Gerald Friedman | |
Birth Date: | 10 July 1955 |
Institution: | University of Massachusetts at Amherst |
Alma Mater: | Harvard University Columbia University |
Gerald Carl Friedman (born July 10, 1955)[1] is an economics professor at the University of Massachusetts at Amherst.[2] He became nationally prominent during the 2016 U.S. presidential election after writing an analysis of Democratic Party candidate Bernie Sanders campaign's policies in which Friedman concluded that these policies would produce significant economic growth in the United States (including 5.3% annual growth in real GDP) if they were enacted.[3] [4] Friedman also received strong backlash for these remarks, from editorial pundits and fellow academics.

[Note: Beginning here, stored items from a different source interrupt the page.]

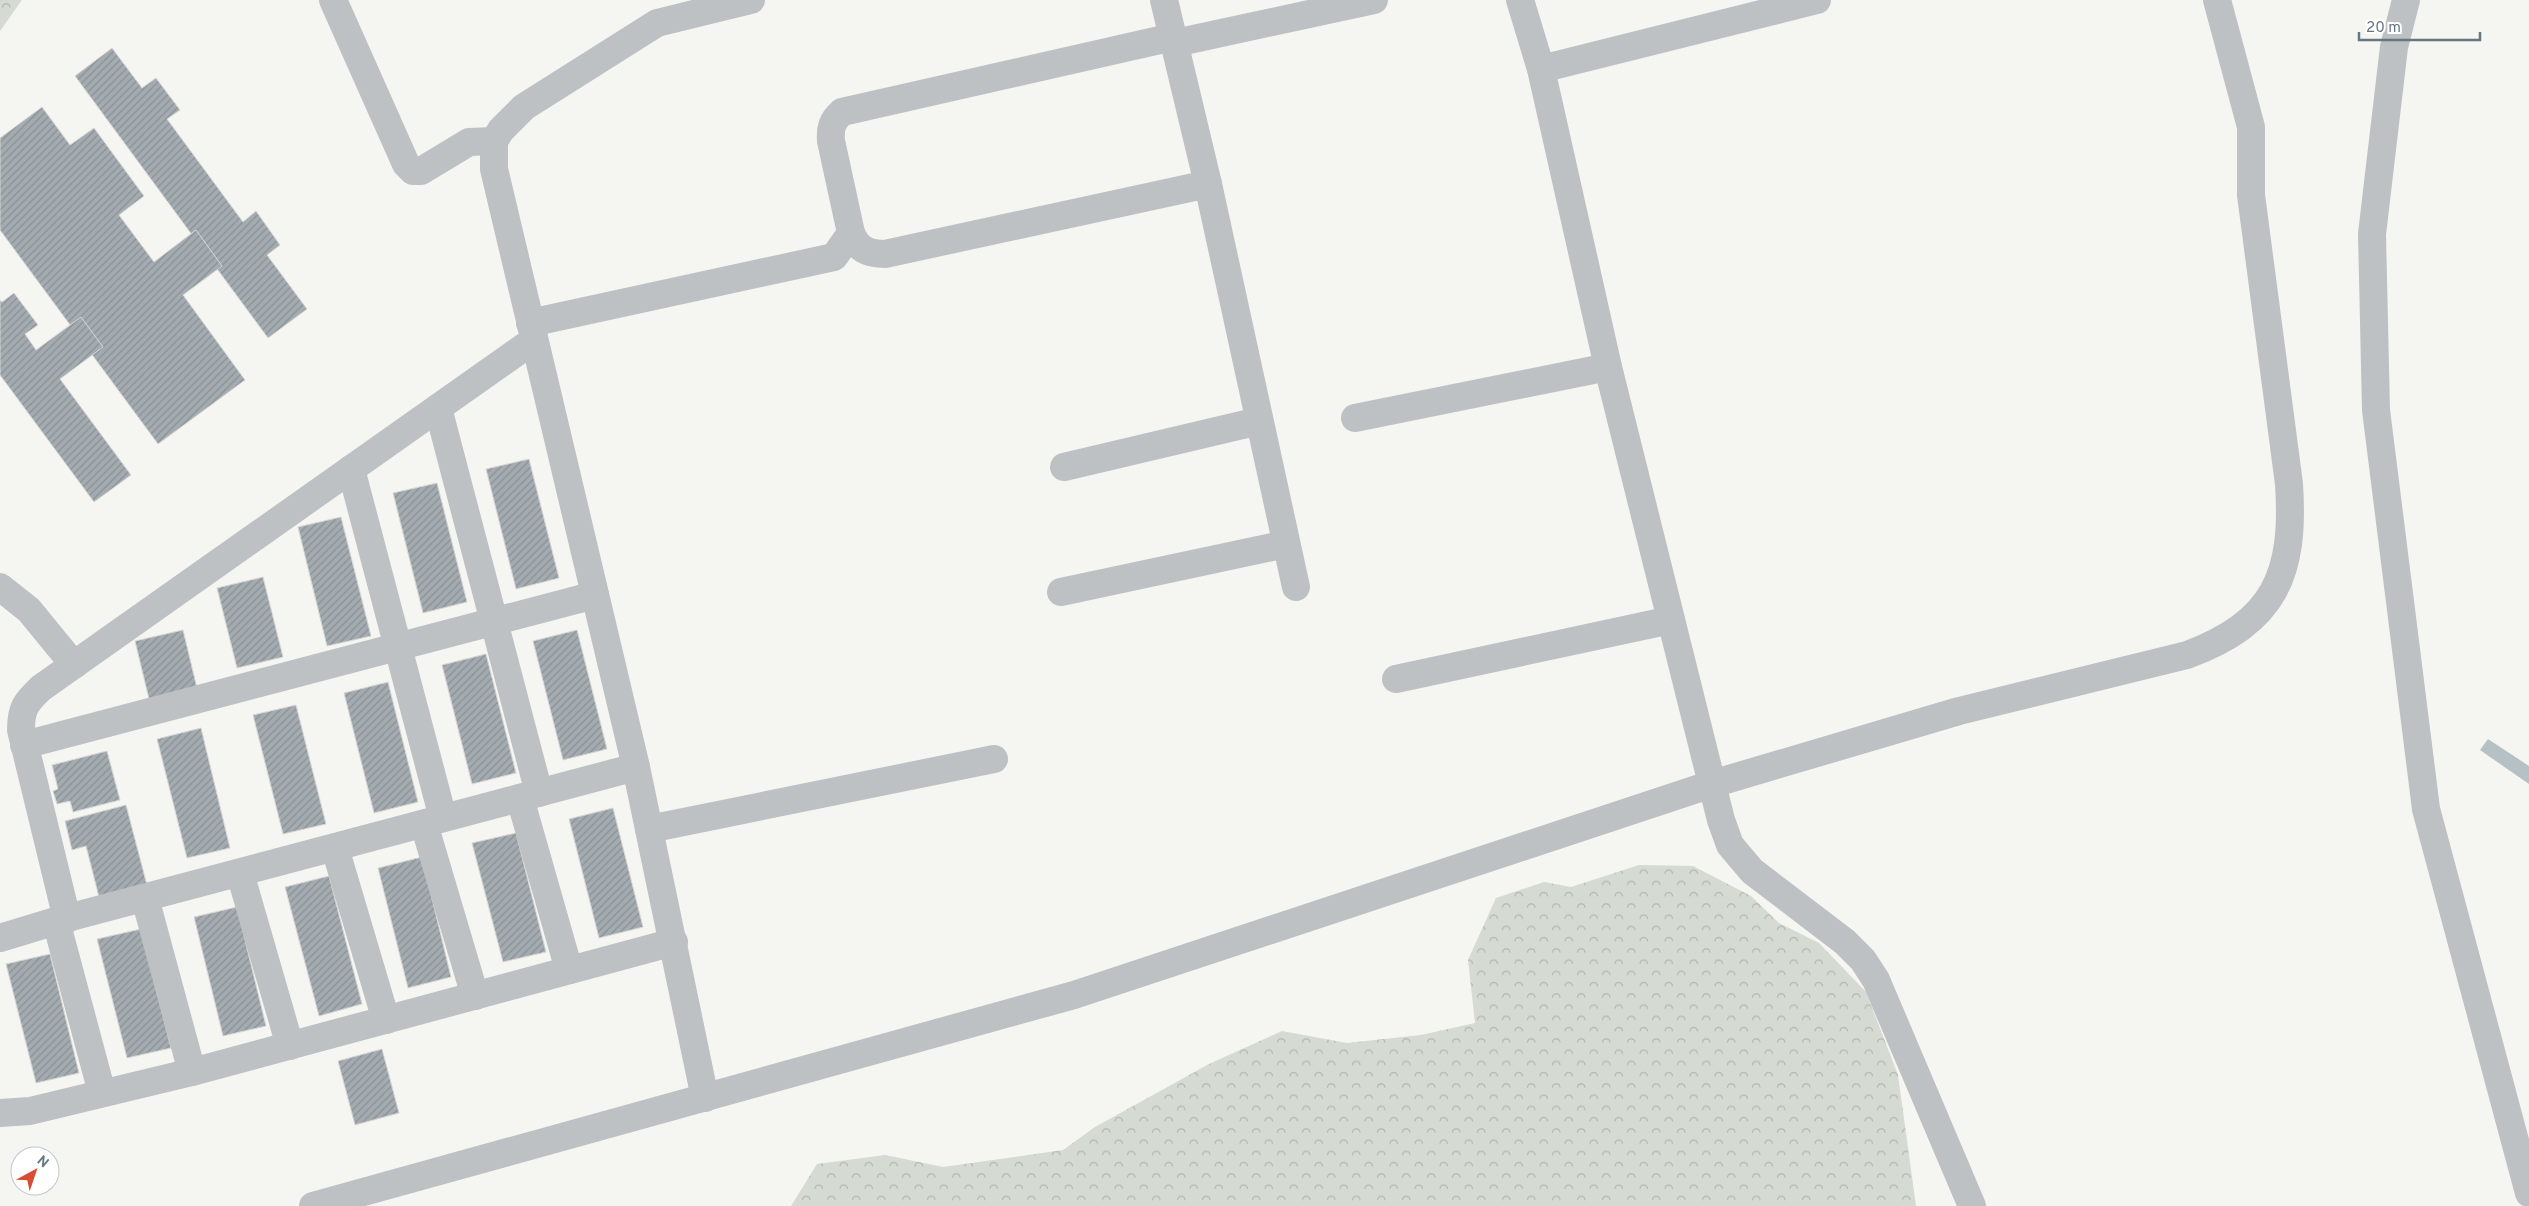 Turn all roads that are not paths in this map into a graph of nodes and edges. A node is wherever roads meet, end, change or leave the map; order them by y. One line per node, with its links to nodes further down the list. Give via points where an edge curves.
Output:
1 (333, 0): 11 (street, via 406,164 413,171 421,171 469,142)
2 (751, 0): 11 (street, via 657,23 524,107)
3 (1164, 0): 9 (street)
4 (1374, 0): 9 (street)
5 (1520, 0): 10 (street)
6 (1817, 0): 10 (street)
7 (2217, 0): 34 (street, via 2251,127 2251,195 2289,484 2290,543 2280,578 2262,608 2249,622 2212,646 2187,655 1959,711)
8 (2406, 0): 52 (street, via 2394,47 2372,234 2376,410 2426,809)
9 (1174, 40): 12 (street); 13 (street, via 842,112 830,129)
10 (1541, 69): 15 (street)
11 (494, 141): 14 (street, via 494,169)
12 (1208, 184): 13 (street, via 885,254 864,251); 18 (street)
13 (851, 233): 14 (street, via 834,257)
14 (532, 331): 16 (street); 25 (street)
15 (1608, 366): 17 (street); 26 (street)
16 (438, 408): 20 (street); 27 (street)
17 (1355, 418)
18 (1259, 421): 19 (street); 21 (street)
19 (1064, 467)
20 (351, 469): 28 (street); 29 (street)
21 (1286, 544): 23 (street); 24 (street)
22 (0, 587): 29 (street, via 28,610)
23 (1296, 587)
24 (1061, 592)
25 (595, 595): 27 (street); 33 (street)
26 (1671, 620): 30 (street); 34 (street)
27 (495, 622): 28 (street); 35 (street)
28 (399, 647): 31 (street); 36 (street)
29 (74, 666): 31 (street, via 29,700 21,713)
30 (1396, 680)
31 (24, 746): 41 (street)
32 (994, 759): 37 (street)
33 (636, 767): 35 (street); 37 (street)
34 (1712, 784): 50 (street, via 1074,995); 54 (street, via 1730,845 1752,871 1846,942 1876,980)
35 (530, 795): 36 (street); 44 (street)
36 (434, 821): 38 (street); 45 (street)
37 (649, 829): 43 (street)
38 (335, 848): 39 (street); 46 (street)
39 (240, 873): 40 (street); 47 (street)
40 (145, 898): 41 (street); 48 (street)
41 (62, 920): 42 (street); 49 (street)
42 (0, 938)
43 (674, 942): 44 (street); 50 (street)
44 (569, 970): 45 (street)
45 (475, 996): 46 (street)
46 (386, 1020): 47 (street)
47 (290, 1046): 48 (street)
48 (192, 1072): 49 (street)
49 (102, 1093): 51 (street, via 30,1111)
50 (705, 1098): 53 (street)
51 (0, 1113)
52 (2529, 1193)
53 (313, 1206)
54 (1972, 1206)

Gerald Friedman earned his bachelor's degree in economics and history from Columbia University in 1977. Later, he went on to obtain his Ph.D. in economics from Harvard University in 1986, with his dissertation titled, "Politics and Unions: Government, Ideology, and the Labor Movement in the United States and France, 1880-1914."[5]
In early February, an article was published on CNN Money that described the Sanders platform as boosting income and jobs. This article was based on the research performed by Gerald Friedman.[6] The article sparked debate among economists and political pundits alike in the aftermath.
Friedman received criticism from four former Chairs of the Council of Economic Advisers under both Presidents Clinton and Obama. Their open letter ends with the following quote:
As much as we wish it were so, no credible economic research supports economic impacts of these magnitudes. Making such promises runs against our party’s best traditions of evidence-based policy making and undermines our reputation as the party of responsible arithmetic. These claims undermine the credibility of the progressive economic agenda and make it that much more difficult to challenge the unrealistic claims made by Republican candidates.[7]According to a report in the Washington Post, the letter from the four former Chairs of The Council of Economic Advisers included an accusation that Professor Friedman was affiliated with the Sanders campaign.[8] [9] [10] [11] Later, Friedman revealed that he was in fact a supporter of Sanders's only opponent in the 2016 Democratic primaries, Hillary Clinton.[12]
In describing Friedman's economic analysis, Paul Krugman, a trade economist and laureate of the Nobel Prize in Economic Sciences, has written, "Sorry, but there’s just no way to justify this stuff. For wonks like me, it is, frankly, horrifying." Krugman criticized the GDP growth projection, and claimed that the projection of the US employment-population ratio is unrealistic given population aging.[13]
A critique by Christina Romer and David Romer argued that Friedman's analysis relied on incorrect estimates of the effects on aggregate demand, is in conflict with the plausible size of the US output gap, and that Sanders's policies would have a small, or negative, effect on productivity.[11]
Dean Baker, lead economist from the Center for Economic and Policy Research, agreed that the findings by Gerald Friedman were on the extreme side of possibility, he noted that the four economists from the CEA were blindsided by many economic disasters in the past decades and relied too heavily on their credentials without substantiating why they did not support Gerald Friedman's economic findings on Sanders's policies.[14] In a separate post, Baker criticized Krugman's comment that "every serious progressive policy expert on either health care or financial reform who has weighed in on the primary seems to lean Hillary" and called into question the track-record of the so-called experts, saying, "Given their track record, the public has some cause for skepticism when being told that the experts all line up behind a particular candidate (which happens not to be true)."[15]
James K. Galbraith, an economist from the University of Texas at Austin, wrote a letter that rebutted the critiques of Friedman's analysis. He defended the plausibility of 5.3% GDP growth using the example of the Reagan tax cuts, and defended Friedman's assumptions about the fiscal multiplier. He wrote: "It is not fair or honest to claim that Professor Friedman's methods are extreme. On the contrary, with respect to forecasting method, they are largely mainstream. Nor is it fair or honest to imply that you have given Professor Friedman's paper a rigorous review. You have not."[16]